What happens next? President Trump was immediately out of the traps to announce that, with effect from this week, a new global 15 per cent tariff will be levied under Section 122 of the Trade Act (originally announced at 10 per cent the day before). Under the law, the president can act for 150 days, strictly speaking, against countries with persistent trade imbalances with America. But, after this period, Congressional approval would be required. This would not apply to Canada and Mexico under their three-way free trade agreement with the US.

This process would then run into the summer, and come to a head just a short time before the mid-term Congressional elections, in which, current polling indicates, the Democrats have a clear advantage. To avoid political trouble, then, the government might use the intervening period to try and find more permanent answers to the Supreme Court ruling. It could do this, as it does now for steel, aluminium and semiconductors, for example, under Section 232 of the Trade Expansion Act, in which trade restraints are permitted pursuant to investigations in the interests of national security. It could also use Section 301 of the Trade Act to authorise action to counter discriminatory trade practices, which it does currently, for example, with regard to China. These and other trade law provisions are open to the government in what is likely to be a new push to keep the tariff and trade agenda going.

The economic effects of the ruling for the United States are equivocal. Strictly speaking, removing or lowering tariffs is a good thing in the sense that it is a tax cut for firms that pay tariffs, or consumers to whom the cost can be passed on. By the same token the government will be ruing a potential loss of revenues.
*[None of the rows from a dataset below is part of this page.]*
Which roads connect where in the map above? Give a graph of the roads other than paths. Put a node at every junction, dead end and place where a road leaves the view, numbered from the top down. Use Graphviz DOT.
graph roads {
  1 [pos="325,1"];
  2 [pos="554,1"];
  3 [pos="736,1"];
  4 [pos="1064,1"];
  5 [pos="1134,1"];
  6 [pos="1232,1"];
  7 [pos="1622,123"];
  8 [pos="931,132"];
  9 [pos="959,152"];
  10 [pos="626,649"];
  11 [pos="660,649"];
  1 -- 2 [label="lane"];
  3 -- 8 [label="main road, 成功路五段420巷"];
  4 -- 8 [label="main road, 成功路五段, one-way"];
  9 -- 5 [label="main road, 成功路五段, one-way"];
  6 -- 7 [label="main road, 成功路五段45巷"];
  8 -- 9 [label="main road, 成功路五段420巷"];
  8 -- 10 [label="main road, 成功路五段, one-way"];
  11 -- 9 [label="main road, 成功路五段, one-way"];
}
However, tariffs do not really have a perceptible or enduring impact on inflation: they only influence the pattern of trade, and not the trade balance as such, while the GDP and employment effects in a $30 trillion economy are marginal. In any event, the new 15 per cent tariff, and ways in which it might eventually be substituted, almost certainly mean some, if not full, restoration of the pre-ruling tariff level. The overall impact, therefore, on the US economy may not be meaningful. Maybe trade policy uncertainty will restrain business spending. Foreign firms, attracted to invest in America as a way of avoiding IEEPA tariffs, may pull out or won’t arrive – but both these caveats are a bit of a stretch.

The new 15 per cent tariff rate could lead to a modest short-term reduction in the overall effective tariff rate compared with the situation under IEEPA, but exactly how modest that is depends on the provisions of current trade agreements and sector exemptions.

For a while at least, the big winners as far as the new tariff regime is concerned will be those countries for whom IEEPA tariff levels were previously over 15 per cent and as high as 25-40 per cent. This would include a large number of Asian countries, including Laos, Myanmar, Singapore, Vietnam, Malaysia and the Philippines. China will be a beneficiary, too, unless Trump chooses to tariff the country in additional ways. The UK and EU situations are relatively less affected, but 15 per cent would represent a notable change.

The historic ruling by the Supreme Court – perhaps the most significant counter to the executive since the New Deal – has two important implications that go way beyond the use of tariffs for trade policy. It removes the government’s capacity to use coercive tariff leverage in the pursuit of foreign policy, as Trump has already done with regard to Canada, India and Brazil, for example, and has threatened to do with the EU over Greenland. He is not now without such capacity, but can only do so as provided by Congress. Or he will have to find alternative forms of leverage.

Moreover, by restraining Trump’s political freedom to act, regardless of congressional legislation or opinion in this important policy area, the Supreme Court has underlined the separation of powers, emphasised that tax authority resides solely with Congress, and possibly laid down a marker, especially if the Supreme Court justices are ignored or insulted, for future contentious actions by the executive that might be unconstitutional or illegal.